Every record must be copied exactly, except that pictures are dropped.
[[ Supplied entries open ]]
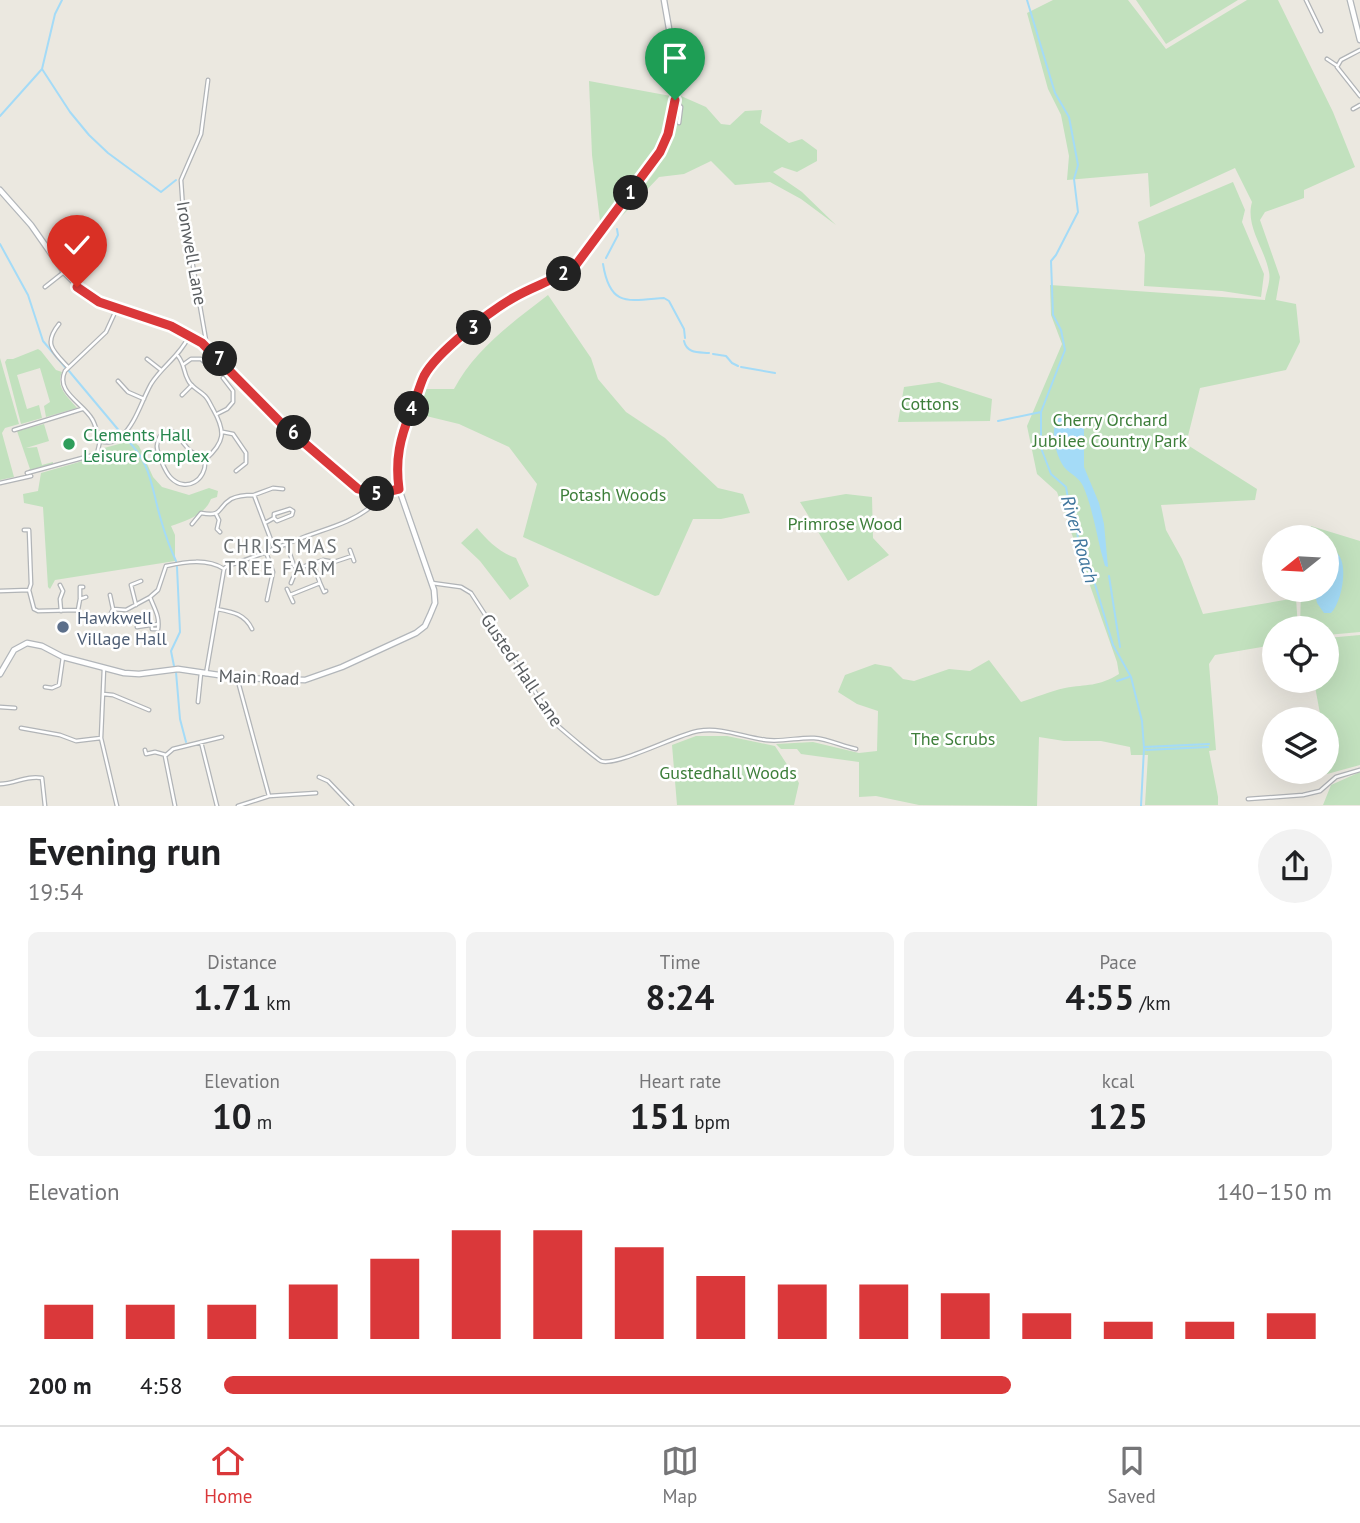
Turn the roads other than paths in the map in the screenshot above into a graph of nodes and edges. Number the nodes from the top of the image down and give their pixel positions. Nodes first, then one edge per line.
1 (664, 0) edge
2 (1306, 0) edge
3 (1350, 0) edge
4 (1321, 31) dead end
5 (1360, 40) edge
6 (1360, 50) edge
7 (1327, 59) dead end
8 (1337, 65) junction
9 (208, 80) dead end
10 (1360, 96) edge
11 (675, 100) junction
12 (1360, 105) edge
13 (1353, 108) dead end
14 (679, 123) dead end
15 (0, 190) edge
16 (64, 271) junction
17 (45, 287) dead end
18 (117, 308) junction
19 (59, 324) dead end
20 (190, 335) junction
21 (205, 335) junction
22 (198, 340) junction
23 (207, 346) junction
24 (177, 356) junction
25 (147, 359) dead end
26 (184, 364) junction
27 (67, 370) junction
28 (162, 371) junction
29 (215, 371) dead end
30 (223, 378) dead end
31 (118, 381) dead end
32 (192, 385) junction
33 (183, 396) dead end
34 (145, 399) junction
35 (82, 409) junction
36 (216, 414) junction
37 (15, 430) dead end
38 (223, 432) junction
39 (100, 441) junction
40 (247, 457) junction
41 (252, 457) dead end
42 (205, 460) junction
43 (236, 471) dead end
44 (27, 473) dead end
45 (32, 476) dead end
46 (0, 484) edge
47 (283, 489) dead end
48 (399, 489) junction
49 (374, 494) junction
50 (254, 495) junction
51 (216, 514) junction
52 (274, 518) junction
53 (265, 523) junction
54 (192, 524) dead end
55 (29, 530) dead end
56 (220, 532) dead end
57 (286, 544) junction
58 (274, 548) junction
59 (350, 550) dead end
60 (266, 552) junction
61 (352, 556) junction
62 (354, 561) dead end
63 (313, 564) junction
64 (297, 568) junction
65 (224, 569) junction
66 (141, 581) dead end
67 (291, 583) dead end
68 (320, 583) junction
69 (432, 583) junction
70 (60, 585) dead end
71 (83, 587) dead end
72 (288, 589) dead end
73 (29, 590) junction
74 (0, 591) edge
75 (326, 591) dead end
76 (268, 594) junction
77 (110, 595) dead end
78 (275, 595) dead end
79 (290, 595) junction
80 (86, 597) dead end
81 (150, 597) junction
82 (80, 599) junction
83 (267, 600) dead end
84 (293, 602) dead end
85 (136, 605) junction
86 (113, 609) junction
87 (217, 609) junction
88 (78, 610) junction
89 (61, 611) junction
90 (79, 616) dead end
91 (108, 620) dead end
92 (137, 628) dead end
93 (252, 629) dead end
94 (64, 657) junction
95 (2, 665) edge
96 (104, 668) junction
97 (0, 674) edge
98 (204, 674) junction
99 (239, 678) junction
100 (45, 687) dead end
101 (102, 694) junction
102 (198, 702) dead end
103 (0, 707) edge
104 (15, 708) dead end
105 (149, 710) dead end
106 (21, 728) dead end
107 (222, 737) dead end
108 (101, 738) junction
109 (201, 742) junction
110 (856, 749) dead end
111 (146, 754) dead end
112 (166, 755) junction
113 (1360, 770) edge
114 (319, 777) dead end
115 (0, 784) edge
116 (316, 793) dead end
117 (269, 796) junction
118 (1248, 799) dead end
119 (45, 806) edge
120 (117, 806) edge
121 (175, 806) edge
122 (217, 806) edge
123 (238, 806) edge
124 (352, 806) edge

1 - 11 main road, Main Road
2 - 4 street
3 - 5 main road
6 - 8 street
7 - 8 street
8 - 10 street
9 - 21 street, Ironwell Lane
11 - 14 street
11 - 48 main road, Main Road
12 - 13 street
15 - 16 main road
16 - 17 street
16 - 18 main road
18 - 20 main road
18 - 27 street
19 - 27 street
20 - 22 main road
20 - 24 street
21 - 22 street
21 - 23 street, Ironwell Lane
22 - 23 main road
23 - 49 main road
24 - 26 street
24 - 28 street
25 - 28 street
26 - 29 street
26 - 32 street
27 - 35 street
28 - 34 street
30 - 36 street
31 - 34 street
32 - 33 street
32 - 36 street
34 - 39 street
35 - 37 street
35 - 39 street
36 - 38 street
38 - 40 street
38 - 42 street
39 - 44 street
40 - 41 street
40 - 43 street
42 - 42 street
45 - 46 street
47 - 50 street
48 - 49 main road
48 - 69 main road, Main Road
49 - 57 street
50 - 51 street
50 - 53 street
51 - 54 street
51 - 56 street
52 - 52 street
52 - 53 street
53 - 58 street
55 - 73 street
57 - 58 street
57 - 64 street
58 - 60 street
59 - 61 street
60 - 65 street
60 - 76 street
61 - 62 street
61 - 63 street
63 - 64 street
63 - 68 street
64 - 67 street
65 - 81 street
65 - 87 street
66 - 85 street
68 - 75 street
68 - 79 street
69 - 99 main road, Main Road
69 - 110 street, Gusted Hall Lane
70 - 89 street
71 - 82 street
72 - 79 street
73 - 74 street
73 - 89 street
76 - 78 street
76 - 83 street
77 - 86 street
79 - 84 street
80 - 82 street
81 - 85 street
81 - 92 street
82 - 88 street
85 - 86 street
86 - 91 street
87 - 93 street
87 - 98 street
88 - 89 street
88 - 90 street
94 - 95 main road, Main Road
94 - 96 main road, Main Road
94 - 100 street
95 - 97 main road, Main Road
96 - 98 main road, Main Road
96 - 101 street
98 - 99 main road, Main Road
98 - 102 street
99 - 117 street
101 - 105 street
101 - 108 street
103 - 104 street
106 - 108 street
107 - 109 street
108 - 120 street
109 - 112 street
109 - 122 street
111 - 112 street
112 - 121 street
113 - 118 street
114 - 124 street
115 - 119 street
116 - 117 street
117 - 123 street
[[ Supplied entries closed ]]
*Task answer*.
Turn the roads other than paths in the map in the screenshot above into a graph of nodes and edges. Number the nodes from the top of the image down and give their pixel positions. Nodes first, then one edge per line.
1 (664, 0) edge
2 (1306, 0) edge
3 (1350, 0) edge
4 (1321, 31) dead end
5 (1360, 40) edge
6 (1360, 50) edge
7 (1327, 59) dead end
8 (1337, 65) junction
9 (208, 80) dead end
10 (1360, 96) edge
11 (675, 100) junction
12 (1360, 105) edge
13 (1353, 108) dead end
14 (679, 123) dead end
15 (0, 190) edge
16 (64, 271) junction
17 (45, 287) dead end
18 (117, 308) junction
19 (59, 324) dead end
20 (190, 335) junction
21 (205, 335) junction
22 (198, 340) junction
23 (207, 346) junction
24 (177, 356) junction
25 (147, 359) dead end
26 (184, 364) junction
27 (67, 370) junction
28 (162, 371) junction
29 (215, 371) dead end
30 (223, 378) dead end
31 (118, 381) dead end
32 (192, 385) junction
33 (183, 396) dead end
34 (145, 399) junction
35 (82, 409) junction
36 (216, 414) junction
37 (15, 430) dead end
38 (223, 432) junction
39 (100, 441) junction
40 (247, 457) junction
41 (252, 457) dead end
42 (205, 460) junction
43 (236, 471) dead end
44 (27, 473) dead end
45 (32, 476) dead end
46 (0, 484) edge
47 (283, 489) dead end
48 (399, 489) junction
49 (374, 494) junction
50 (254, 495) junction
51 (216, 514) junction
52 (274, 518) junction
53 (265, 523) junction
54 (192, 524) dead end
55 (29, 530) dead end
56 (220, 532) dead end
57 (286, 544) junction
58 (274, 548) junction
59 (350, 550) dead end
60 (266, 552) junction
61 (352, 556) junction
62 (354, 561) dead end
63 (313, 564) junction
64 (297, 568) junction
65 (224, 569) junction
66 (141, 581) dead end
67 (291, 583) dead end
68 (320, 583) junction
69 (432, 583) junction
70 (60, 585) dead end
71 (83, 587) dead end
72 (288, 589) dead end
73 (29, 590) junction
74 (0, 591) edge
75 (326, 591) dead end
76 (268, 594) junction
77 (110, 595) dead end
78 (275, 595) dead end
79 (290, 595) junction
80 (86, 597) dead end
81 (150, 597) junction
82 (80, 599) junction
83 (267, 600) dead end
84 (293, 602) dead end
85 (136, 605) junction
86 (113, 609) junction
87 (217, 609) junction
88 (78, 610) junction
89 (61, 611) junction
90 (79, 616) dead end
91 (108, 620) dead end
92 (137, 628) dead end
93 (252, 629) dead end
94 (64, 657) junction
95 (2, 665) edge
96 (104, 668) junction
97 (0, 674) edge
98 (204, 674) junction
99 (239, 678) junction
100 (45, 687) dead end
101 (102, 694) junction
102 (198, 702) dead end
103 (0, 707) edge
104 (15, 708) dead end
105 (149, 710) dead end
106 (21, 728) dead end
107 (222, 737) dead end
108 (101, 738) junction
109 (201, 742) junction
110 (856, 749) dead end
111 (146, 754) dead end
112 (166, 755) junction
113 (1360, 770) edge
114 (319, 777) dead end
115 (0, 784) edge
116 (316, 793) dead end
117 (269, 796) junction
118 (1248, 799) dead end
119 (45, 806) edge
120 (117, 806) edge
121 (175, 806) edge
122 (217, 806) edge
123 (238, 806) edge
124 (352, 806) edge

1 - 11 main road, Main Road
2 - 4 street
3 - 5 main road
6 - 8 street
7 - 8 street
8 - 10 street
9 - 21 street, Ironwell Lane
11 - 14 street
11 - 48 main road, Main Road
12 - 13 street
15 - 16 main road
16 - 17 street
16 - 18 main road
18 - 20 main road
18 - 27 street
19 - 27 street
20 - 22 main road
20 - 24 street
21 - 22 street
21 - 23 street, Ironwell Lane
22 - 23 main road
23 - 49 main road
24 - 26 street
24 - 28 street
25 - 28 street
26 - 29 street
26 - 32 street
27 - 35 street
28 - 34 street
30 - 36 street
31 - 34 street
32 - 33 street
32 - 36 street
34 - 39 street
35 - 37 street
35 - 39 street
36 - 38 street
38 - 40 street
38 - 42 street
39 - 44 street
40 - 41 street
40 - 43 street
42 - 42 street
45 - 46 street
47 - 50 street
48 - 49 main road
48 - 69 main road, Main Road
49 - 57 street
50 - 51 street
50 - 53 street
51 - 54 street
51 - 56 street
52 - 52 street
52 - 53 street
53 - 58 street
55 - 73 street
57 - 58 street
57 - 64 street
58 - 60 street
59 - 61 street
60 - 65 street
60 - 76 street
61 - 62 street
61 - 63 street
63 - 64 street
63 - 68 street
64 - 67 street
65 - 81 street
65 - 87 street
66 - 85 street
68 - 75 street
68 - 79 street
69 - 99 main road, Main Road
69 - 110 street, Gusted Hall Lane
70 - 89 street
71 - 82 street
72 - 79 street
73 - 74 street
73 - 89 street
76 - 78 street
76 - 83 street
77 - 86 street
79 - 84 street
80 - 82 street
81 - 85 street
81 - 92 street
82 - 88 street
85 - 86 street
86 - 91 street
87 - 93 street
87 - 98 street
88 - 89 street
88 - 90 street
94 - 95 main road, Main Road
94 - 96 main road, Main Road
94 - 100 street
95 - 97 main road, Main Road
96 - 98 main road, Main Road
96 - 101 street
98 - 99 main road, Main Road
98 - 102 street
99 - 117 street
101 - 105 street
101 - 108 street
103 - 104 street
106 - 108 street
107 - 109 street
108 - 120 street
109 - 112 street
109 - 122 street
111 - 112 street
112 - 121 street
113 - 118 street
114 - 124 street
115 - 119 street
116 - 117 street
117 - 123 street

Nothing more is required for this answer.